→ YOUR OBJECTIVE: Identify all lines in the data containing the string "roads". Copy them out.

↓↓↓

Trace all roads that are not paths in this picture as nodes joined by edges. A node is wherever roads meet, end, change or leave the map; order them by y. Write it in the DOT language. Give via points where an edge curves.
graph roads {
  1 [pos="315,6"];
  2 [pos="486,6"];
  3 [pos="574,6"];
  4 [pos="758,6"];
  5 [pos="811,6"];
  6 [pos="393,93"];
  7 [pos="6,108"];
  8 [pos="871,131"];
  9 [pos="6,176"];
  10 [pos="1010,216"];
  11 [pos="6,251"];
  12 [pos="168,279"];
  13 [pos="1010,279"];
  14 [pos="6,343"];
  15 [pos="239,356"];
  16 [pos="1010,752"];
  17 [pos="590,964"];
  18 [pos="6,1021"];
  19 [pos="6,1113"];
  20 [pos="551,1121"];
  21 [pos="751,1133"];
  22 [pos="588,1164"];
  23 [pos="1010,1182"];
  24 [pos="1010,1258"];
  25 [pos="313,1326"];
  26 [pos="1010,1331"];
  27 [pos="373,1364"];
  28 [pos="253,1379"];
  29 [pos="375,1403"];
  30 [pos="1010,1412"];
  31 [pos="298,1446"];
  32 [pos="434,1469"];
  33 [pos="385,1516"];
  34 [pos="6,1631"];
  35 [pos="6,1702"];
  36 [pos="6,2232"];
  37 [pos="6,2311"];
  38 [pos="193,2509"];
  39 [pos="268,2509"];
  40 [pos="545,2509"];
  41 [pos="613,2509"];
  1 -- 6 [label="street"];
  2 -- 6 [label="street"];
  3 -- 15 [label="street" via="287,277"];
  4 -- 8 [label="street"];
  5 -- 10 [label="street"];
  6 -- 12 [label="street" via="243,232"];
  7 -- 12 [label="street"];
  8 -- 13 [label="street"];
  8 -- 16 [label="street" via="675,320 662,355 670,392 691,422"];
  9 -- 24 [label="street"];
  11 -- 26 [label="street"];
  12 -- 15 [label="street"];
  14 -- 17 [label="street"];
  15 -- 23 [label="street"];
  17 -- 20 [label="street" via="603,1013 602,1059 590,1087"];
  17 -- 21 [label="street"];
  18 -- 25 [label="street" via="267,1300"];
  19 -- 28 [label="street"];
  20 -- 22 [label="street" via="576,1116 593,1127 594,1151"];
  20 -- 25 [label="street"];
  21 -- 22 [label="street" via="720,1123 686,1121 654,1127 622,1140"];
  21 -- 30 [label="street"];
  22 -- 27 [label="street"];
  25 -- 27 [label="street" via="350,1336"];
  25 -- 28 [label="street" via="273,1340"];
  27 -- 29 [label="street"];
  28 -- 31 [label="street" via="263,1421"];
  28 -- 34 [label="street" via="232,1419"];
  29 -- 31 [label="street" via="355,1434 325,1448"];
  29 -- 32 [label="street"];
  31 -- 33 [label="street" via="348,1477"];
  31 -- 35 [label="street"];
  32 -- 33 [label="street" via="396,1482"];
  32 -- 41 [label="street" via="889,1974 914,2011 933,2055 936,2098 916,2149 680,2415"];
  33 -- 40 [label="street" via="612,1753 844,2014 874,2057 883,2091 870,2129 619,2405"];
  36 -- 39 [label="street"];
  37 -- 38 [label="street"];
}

↑↑↑

→ YOUR RESPONSE:
Trace all roads that are not paths in this picture as nodes joined by edges. A node is wherever roads meet, end, change or leave the map; order them by y. Write it in the DOT language. Give via points where an edge curves.
graph roads {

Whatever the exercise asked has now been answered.